第八章

新たにゃる地に向かい

 魔法という存在は不思議なものだ。

 それは魔力によるもので様々なところに色々な影響を及ぼしている。


 科学的なもので証明できなかったり説明の難しいことがたくさんこの世界には存在している。

 竜人族なんてのも大概不思議なものだけど、どうしてそうなったのか分からない場所が世界にはいくつか存在している。


 海底都市アトラディス、重たい土地グラド、巨大な魔物の楽園クルーオフジャイ……

 その環境がどう発生し、何が原因なのか誰にもわかっていない。


 故にどんな環境、どんな場所があったとしてもおかしくない。

 火の神様ファフラのお願いのことを考えた。


 神物の影響で環境的な変化があるなんて話があったけれどよくよく考えるとおかしな場所も多いこの世界で気温が上昇したぐらいではおかしいとも言い切れない。

 それでもそうした火や熱さに関わった特殊な環境に目星をつけて調べてみようとしていた。


 特殊な環境であるところは意外と観光スポットや良い魔物の狩り場であることも多い。

 冒険者ギルドや世界を飛び回る聖職者に聞いてみたりしながら情報収集もしていた。


 リュードたちはコユキの神聖力授業のためにケーフィランドに留まっていたのだけど修行も一区切りを終えてすることになった。

 ケフィズサンのみんなはブレスをグルーウィンに送り届け結婚なり何なりを見届けるのにだいぶ前にもう離れてしまっていた。


 教えてもらった場所の中にはいくつかめぼしい場所もある。

 その中に闇の訪れぬ森ヒュルヒルと呼ばれている場所があってとりあえずそこに向かうことにした。


 そこに決めたのには理由もあった。


「にゃんにゃんにゃーん」


「にゃんにゃんにゃーん!」


 ケーフィランドを出発したリュードたちには1人同行者がいた。

 獣人族の聖者ニャロである。


 ニャロは本来ケーフィランドからは結構離れた地で活動していた。

 けれど聖者としてたまたまケーフィランドに近いところまで来る用事があった。


 その時に攻略不可ダンジョン攻略のために招集がかけられた。

 仕事も終えたことだしニャロも自分が担当している場所に帰る必要があるのだけどコユキの指導のために残ってくれていた。

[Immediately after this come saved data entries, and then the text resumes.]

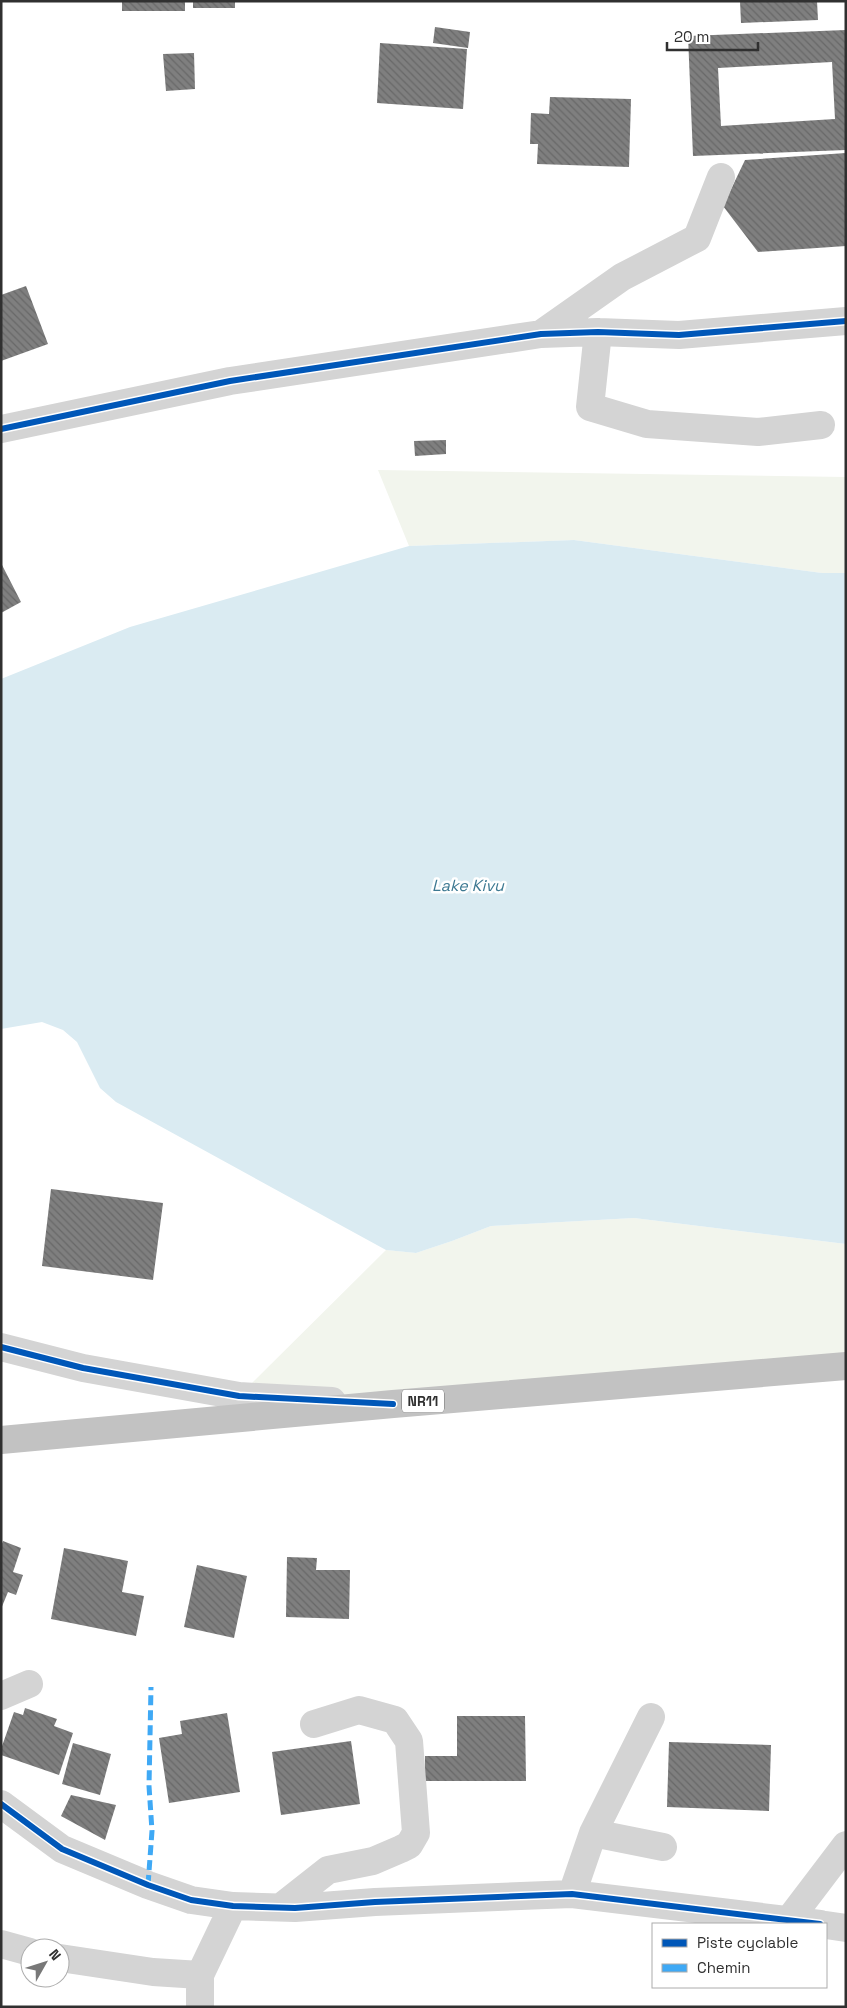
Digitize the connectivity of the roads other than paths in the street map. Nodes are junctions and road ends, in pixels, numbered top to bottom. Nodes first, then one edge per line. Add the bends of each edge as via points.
1 (721, 177) dead end
2 (846, 321) edge
3 (598, 332) junction
4 (541, 334) junction
5 (821, 425) dead end
6 (1, 429) edge
7 (1, 1346) edge
8 (846, 1366) edge
9 (394, 1404) junction
10 (1, 1440) edge
11 (29, 1684) dead end
12 (1, 1696) edge
13 (651, 1718) dead end
14 (314, 1724) dead end
15 (1, 1804) edge
16 (593, 1833) junction
17 (846, 1845) edge
18 (663, 1846) dead end
19 (572, 1894) junction
20 (233, 1906) junction
21 (280, 1907) junction
22 (789, 1920) junction
23 (812, 1923) edge
24 (827, 1925) edge
25 (846, 1928) edge
26 (1, 1944) edge
27 (20, 1949) edge
28 (70, 1960) edge
29 (200, 1975) junction
30 (200, 2007) edge

1 - 4 street via 697,238 622,277
2 - 3 street via 680,335
3 - 4 street
3 - 5 street via 590,406 657,425 758,432
4 - 6 street via 230,380
7 - 9 street via 83,1368 239,1396
8 - 9 highway, NR11
9 - 10 highway, NR11
11 - 12 street
13 - 16 street
14 - 21 street via 359,1710 395,1720 409,1741 416,1834 401,1849 372,1861 328,1870
15 - 20 street via 62,1849 192,1900
16 - 18 street
16 - 19 street
17 - 22 street
19 - 21 street
19 - 22 street
20 - 21 street
20 - 29 street
22 - 23 street
24 - 25 street
26 - 27 street
28 - 29 street via 153,1972
29 - 30 street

 他の聖職者と一緒に移動を繰り返して戻るのが普通なのだけどだいぶ長いこと空けてしまったしすぐに帰りたい。

 そこでリュードたちに白羽の矢が立ったのだ。


 ニャロを送り届けるお仕事をお願いされたので二つ返事で引き受けることにした。

 そのニャロを送り届ける国の先にヒュルヒルがあったのである。


 実際の冒険において神聖力の使い方が上手くいくとは限らない。

 ママはダメでも先生や友達としてニャロはコユキに気に入られていた。


 ニャロもまたコユキのことを気に入っていて、送り届ける道中で実戦的な神聖力の使い方を指導するつもりでもあった。

 ニャロが歌うとコユキもマネをしている。


 ラストはうちの子の話し方に変なクセが!とハラハラしているがにゃを付けて話してても可愛いからいいだろう。

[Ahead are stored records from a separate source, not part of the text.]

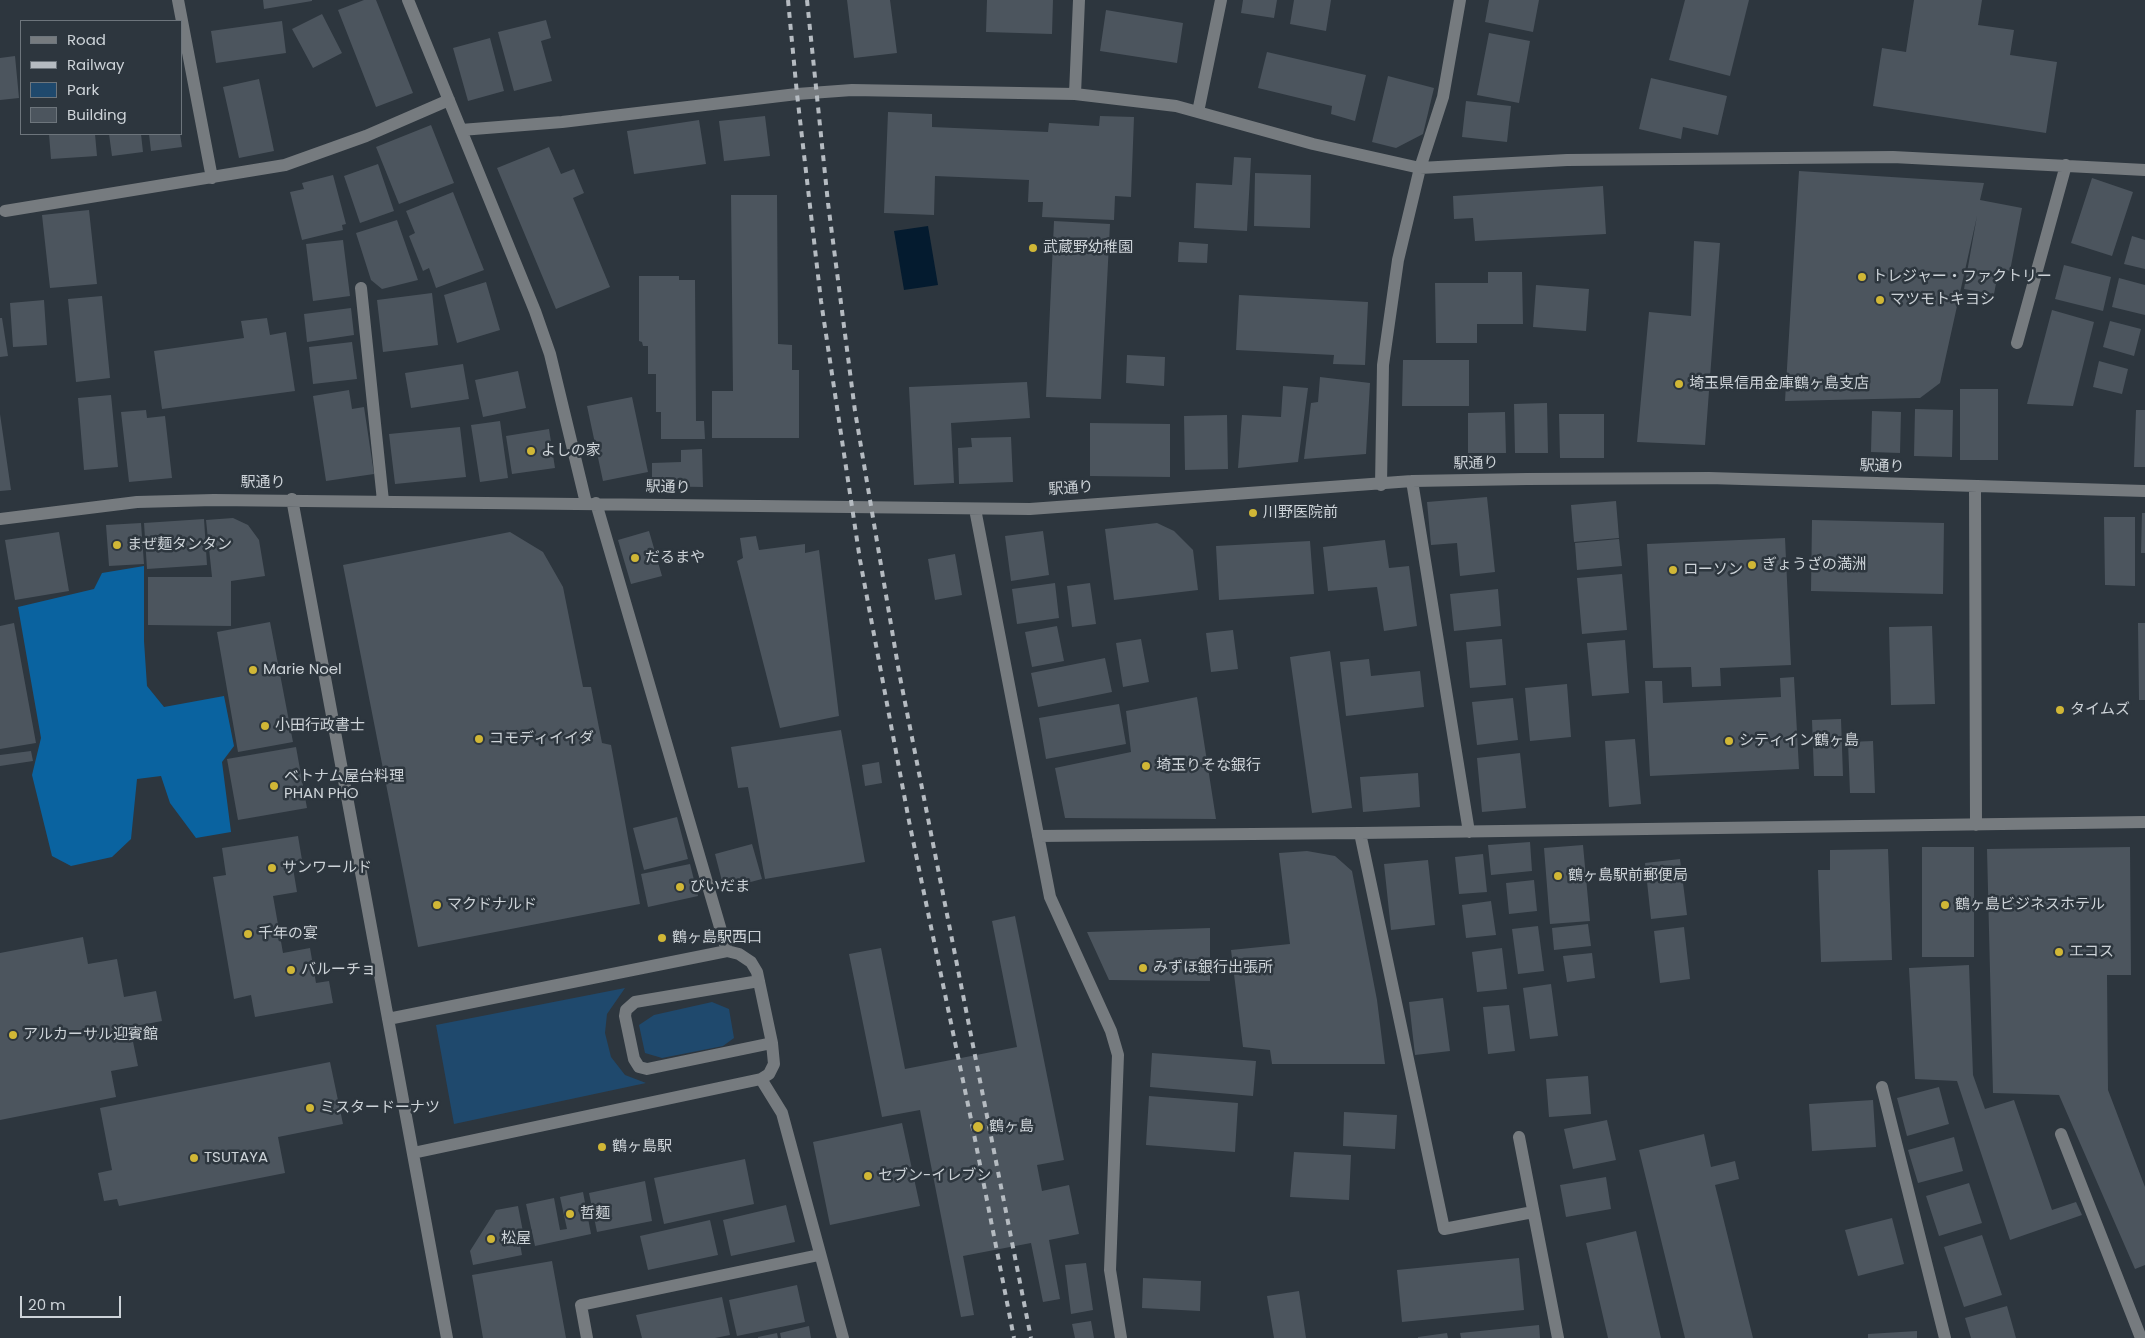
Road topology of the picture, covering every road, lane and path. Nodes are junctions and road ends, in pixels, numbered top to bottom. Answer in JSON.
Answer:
{"nodes":[{"id":1,"x":178,"y":0,"type":"edge"},
{"id":2,"x":408,"y":0,"type":"edge"},
{"id":3,"x":1079,"y":0,"type":"edge"},
{"id":4,"x":1221,"y":0,"type":"edge"},
{"id":5,"x":1460,"y":0,"type":"edge"},
{"id":6,"x":182,"y":20,"type":"edge"},
{"id":7,"x":182,"y":21,"type":"edge"},
{"id":8,"x":1075,"y":94,"type":"junction"},
{"id":9,"x":449,"y":100,"type":"junction"},
{"id":10,"x":1198,"y":112,"type":"junction"},
{"id":11,"x":461,"y":130,"type":"junction"},
{"id":12,"x":2066,"y":165,"type":"junction"},
{"id":13,"x":1420,"y":168,"type":"junction"},
{"id":14,"x":2145,"y":170,"type":"edge"},
{"id":15,"x":212,"y":178,"type":"junction"},
{"id":16,"x":5,"y":211,"type":"dead end"},
{"id":17,"x":361,"y":288,"type":"dead end"},
{"id":18,"x":2017,"y":343,"type":"dead end"},
{"id":19,"x":1412,"y":482,"type":"junction"},
{"id":20,"x":1381,"y":485,"type":"junction"},
{"id":21,"x":1975,"y":486,"type":"junction"},
{"id":22,"x":2145,"y":491,"type":"edge"},
{"id":23,"x":292,"y":500,"type":"junction"},
{"id":24,"x":384,"y":501,"type":"junction"},
{"id":25,"x":591,"y":503,"type":"junction"},
{"id":26,"x":975,"y":509,"type":"junction"},
{"id":27,"x":0,"y":519,"type":"edge"},
{"id":28,"x":2145,"y":822,"type":"edge"},
{"id":29,"x":1976,"y":825,"type":"junction"},
{"id":30,"x":1469,"y":832,"type":"junction"},
{"id":31,"x":1360,"y":834,"type":"junction"},
{"id":32,"x":1038,"y":836,"type":"junction"},
{"id":33,"x":727,"y":951,"type":"junction"},
{"id":34,"x":759,"y":981,"type":"junction"},
{"id":35,"x":388,"y":1019,"type":"junction"},
{"id":36,"x":772,"y":1043,"type":"junction"},
{"id":37,"x":761,"y":1080,"type":"junction"},
{"id":38,"x":1882,"y":1088,"type":"dead end"},
{"id":39,"x":2061,"y":1134,"type":"dead end"},
{"id":40,"x":1519,"y":1137,"type":"dead end"},
{"id":41,"x":413,"y":1153,"type":"junction"},
{"id":42,"x":1533,"y":1212,"type":"junction"},
{"id":43,"x":819,"y":1255,"type":"junction"},
{"id":44,"x":447,"y":1338,"type":"edge"},
{"id":45,"x":587,"y":1338,"type":"edge"},
{"id":46,"x":842,"y":1338,"type":"edge"},
{"id":47,"x":1121,"y":1338,"type":"edge"},
{"id":48,"x":1558,"y":1338,"type":"edge"},
{"id":49,"x":1945,"y":1338,"type":"edge"},
{"id":50,"x":2141,"y":1338,"type":"edge"}],
"edges":[{"from":1,"to":6,"type":"street"},
{"from":2,"to":9,"type":"street"},
{"from":3,"to":8,"type":"street"},
{"from":4,"to":10,"type":"street"},
{"from":5,"to":13,"type":"street"},
{"from":7,"to":15,"type":"street"},
{"from":8,"to":10,"type":"street"},
{"from":8,"to":11,"type":"street"},
{"from":9,"to":11,"type":"street"},
{"from":9,"to":15,"type":"street"},
{"from":10,"to":13,"type":"street"},
{"from":11,"to":25,"type":"street"},
{"from":12,"to":13,"type":"street"},
{"from":12,"to":14,"type":"street"},
{"from":12,"to":18,"type":"street"},
{"from":13,"to":20,"type":"street"},
{"from":15,"to":16,"type":"street"},
{"from":17,"to":24,"type":"street"},
{"from":19,"to":20,"type":"street","name":"駅通り"},
{"from":19,"to":21,"type":"street","name":"駅通り"},
{"from":19,"to":30,"type":"street"},
{"from":20,"to":26,"type":"street","name":"駅通り"},
{"from":21,"to":22,"type":"street","name":"駅通り"},
{"from":21,"to":29,"type":"street"},
{"from":23,"to":24,"type":"street","name":"駅通り"},
{"from":23,"to":27,"type":"street","name":"駅通り"},
{"from":23,"to":35,"type":"street"},
{"from":24,"to":25,"type":"street","name":"駅通り"},
{"from":25,"to":26,"type":"street","name":"駅通り"},
{"from":25,"to":33,"type":"street"},
{"from":26,"to":32,"type":"street"},
{"from":28,"to":29,"type":"street"},
{"from":29,"to":30,"type":"street"},
{"from":30,"to":31,"type":"street"},
{"from":31,"to":32,"type":"street"},
{"from":31,"to":42,"type":"street"},
{"from":32,"to":47,"type":"street"},
{"from":33,"to":34,"type":"street"},
{"from":33,"to":35,"type":"street"},
{"from":34,"to":36,"type":"street"},
{"from":34,"to":36,"type":"street"},
{"from":35,"to":41,"type":"street"},
{"from":36,"to":37,"type":"street"},
{"from":37,"to":41,"type":"street"},
{"from":37,"to":43,"type":"street"},
{"from":38,"to":49,"type":"street"},
{"from":39,"to":50,"type":"street"},
{"from":40,"to":42,"type":"street"},
{"from":41,"to":44,"type":"street"},
{"from":42,"to":48,"type":"street"},
{"from":43,"to":45,"type":"street"},
{"from":43,"to":46,"type":"street"}]}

 もっと大きくなって分別ついたらどうするかはコユキが決めることだ。


 それにしても旅のケモ度が一気に高くなった。

 猫人族のニャロと白い狐のようなコユキが加わり、むしろぱっと見で特徴のないラストが浮いてしまっているぐらい。


 全然リュードとしてケモケモしてて大歓迎。

 ミミや尻尾が多くて良い旅である。


「ジー……」


「はっ!


 ルフォンも可愛いぞ?」


 他ケモを見ることに対してルフォンは敏感だ。

 コユキはまだギリギリセーフだけどニャロを見ていると視線が突き刺さる。


 あえて尻尾を前に回して来てあるよとアピールする。


 ルフォンにはルフォンの良さがあり、コユキにはコユキの良さがある。

 そんなに張り合わなくてもいいのに。


 それに人前でルフォンの尻尾をモフモフするなんてハレンチなことできません。

 ただ頭は撫でる。


 頭を撫でると自然とケモミミも撫でることになる。

 ルフォンのミミは分厚くて弾力がある感じで気持ちがいい。


 リュードが撫でるとへにゃっとミミを畳むけど普段はしっかりとしていて音の聞き分けのために意外と忙しなく動いていたりする。

 髪とミミの毛はちょっと感触が違う。


 なので頭を撫でると2つの感触を楽しめる。


「にゃ!」


 リュードがルフォンの頭を撫でているのを見てコユキが慌ててリュードに寄ってくる。

 私も撫でろと頭を差し出す。


「はいはい」


 リュードは笑ってコユキの頭も撫でてやる。

 コユキは髪とミミの毛がほぼ同質でフワフワとした感触。


 ミミもルフォンよりも薄めで柔らかくて、ミミ元を撫でてやると気持ちよさそうに笑顔を浮かべている。


「私もにゃ〜」


「それはダメ」


「きびしーにゃー」


「そんなこと言ってるとコユキに嫌われるよ」


「あっ、ラストズルい!」


「いいじゃん、もう撫でられたんだから〜」


「メッ!」


「わ、分かったにゃ」


 ニャロのミミがどんな手触りなのか気にならないといえばウソになる。

 ニャロもそう言ってるんだしと思わなくもないが気軽に女性の頭に触れてはいけない。


 ラストはサッとルフォンを撫でるリュードの手を取ると自分の頭に乗せた。

 ミミはないがラストの髪もサラサラとして撫でていてずっと触っていたくなるようだ。


「そういえば獣人族にも聖者っているんだな」


 そもそも獣人族の聖職者も見たことがない。

 真人族の国を渡り歩いていて魔人族と会う機会が少なかったせいもあるが魔人族の聖職者を見たことがない。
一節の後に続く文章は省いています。